For HOME, Hillary oversaw student volunteers, organized supplies and schedules, worked with site coordinators for three downtown homeless shelter sites, managed budgets and grant writing, and served as liaison to the club's faculty advisor. All of this in an effort to provide quality medical care and education to a mostly homeless population, while creating experiences for AZCOM students to work with a unique local population.

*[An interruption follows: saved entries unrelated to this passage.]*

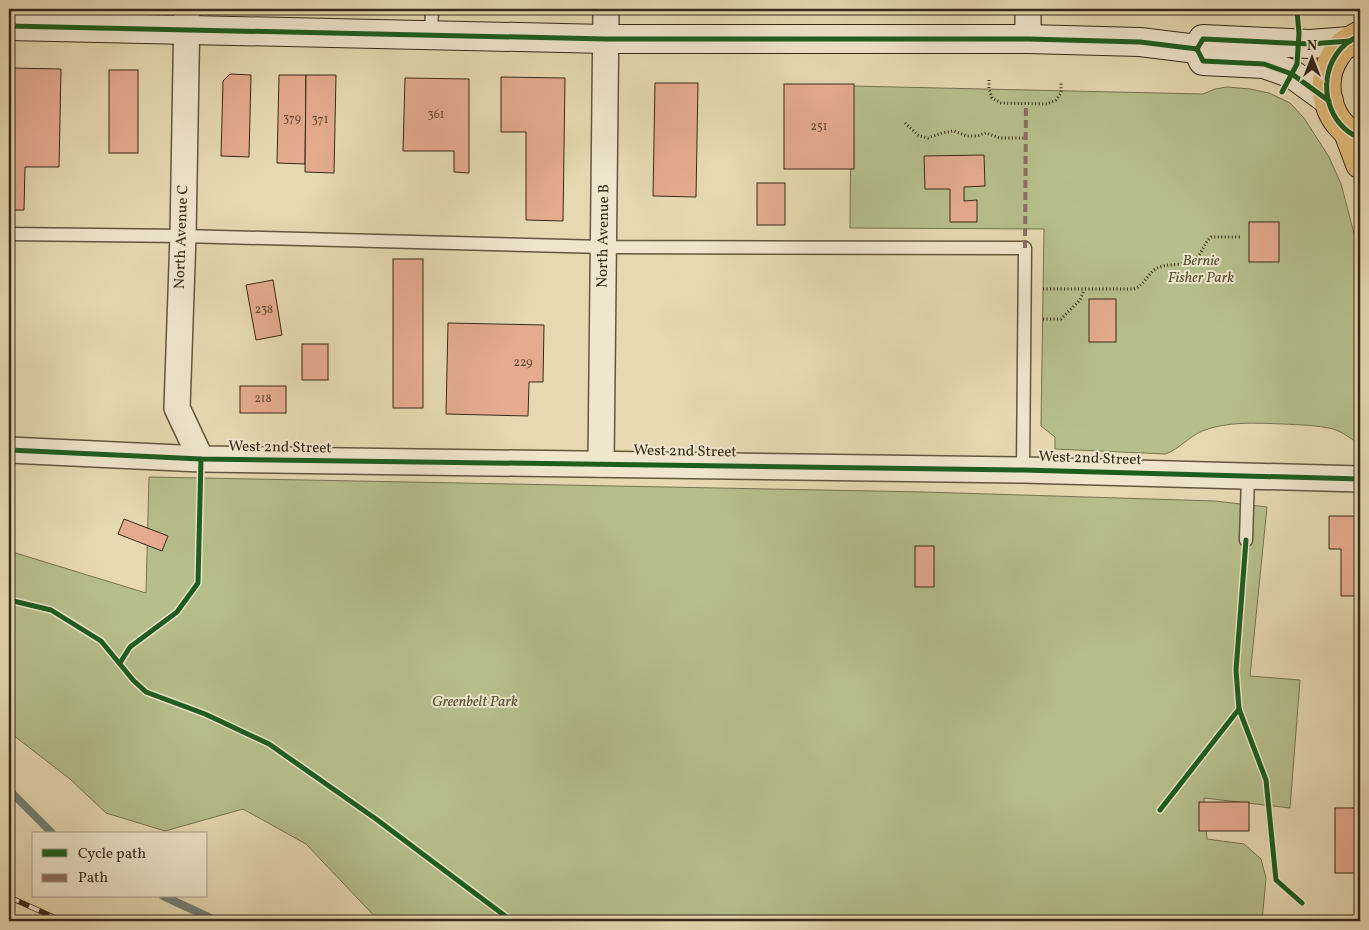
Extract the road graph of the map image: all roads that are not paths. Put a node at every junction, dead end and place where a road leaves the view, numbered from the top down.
1 (606, 9) edge
2 (1028, 9) edge
3 (187, 19) edge
4 (432, 22) edge
5 (9, 26) edge
6 (606, 38) junction
7 (1355, 38) edge
8 (1028, 39) junction
9 (1197, 50) junction
10 (1328, 101) junction
11 (1354, 135) edge
12 (1360, 164) edge
13 (9, 234) edge
14 (183, 236) junction
15 (604, 247) junction
16 (9, 450) edge
17 (201, 459) junction
18 (602, 464) junction
19 (1023, 470) junction
20 (1248, 476) junction
21 (1360, 480) edge
22 (1246, 540) dead end

1 - 6 street, North Avenue B
2 - 8 street
3 - 4 main road
3 - 5 main road
3 - 14 street, North Avenue C
4 - 6 main road
6 - 8 main road
6 - 15 street, North Avenue B
7 - 9 main road
7 - 10 main road
8 - 9 main road
9 - 10 main road
10 - 11 main road
11 - 12 main road
13 - 14 lane
14 - 15 lane
14 - 17 street, North Avenue C
15 - 18 street, North Avenue B
15 - 19 lane
16 - 17 street, West 2nd Street
17 - 18 street, West 2nd Street
18 - 19 street, West 2nd Street
19 - 20 street, West 2nd Street
20 - 21 street, West 2nd Street
20 - 22 lane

"I absolutely loved it!" says Hillary. "It was a whole lot of work, but we were able to expand from the previous year and add a pediatrics night at the Vista Colina site three times a month, plus two health fairs through the United Methodist Outreach Ministries (UMOM) site." Hillary and her team also added a dental component to the project, which now includes students from all of MWU's colleges: AZCOM, the College of Dental Medicine-Arizona, the College of Pharmacy-Glendale, the College of Health Sciences, and the Arizona College of Optometry. With the recent expansions to the HOME project, more than 500 MWU students provide close to 700 patient visits throughout the year at the three Phoenix sites.
"I didn't mind putting in all the time," she says. "It was really enjoyable; anything we did directly affected the population we served. It was very rewarding."
DREAMS OF THE FUTURE
Hillary's dream is to be able to go into a community as a physician and have enough resources to provide care to all who need it, and to change it through quality health care and education. She is well on her way to realizing that dream. This past year, she received a National Health Services Corp scholarship, which provides free medical school tuition for four years in return for post-graduation service as a primary care physician in a federally-designated underserved area. "Being able to go into service right after residency is really neat," she shares, her face lighting up with anticipation.
She especially likes the idea of free clinics "to fill that gap our society isn't able to fill," she says. "Or even just to provide that peace of mind. . . ."
Hillary Carnell, D.O., is a 2012 graduate of the Arizona College of Osteopathic Medicine, located on the Glendale Campus of Midwestern University.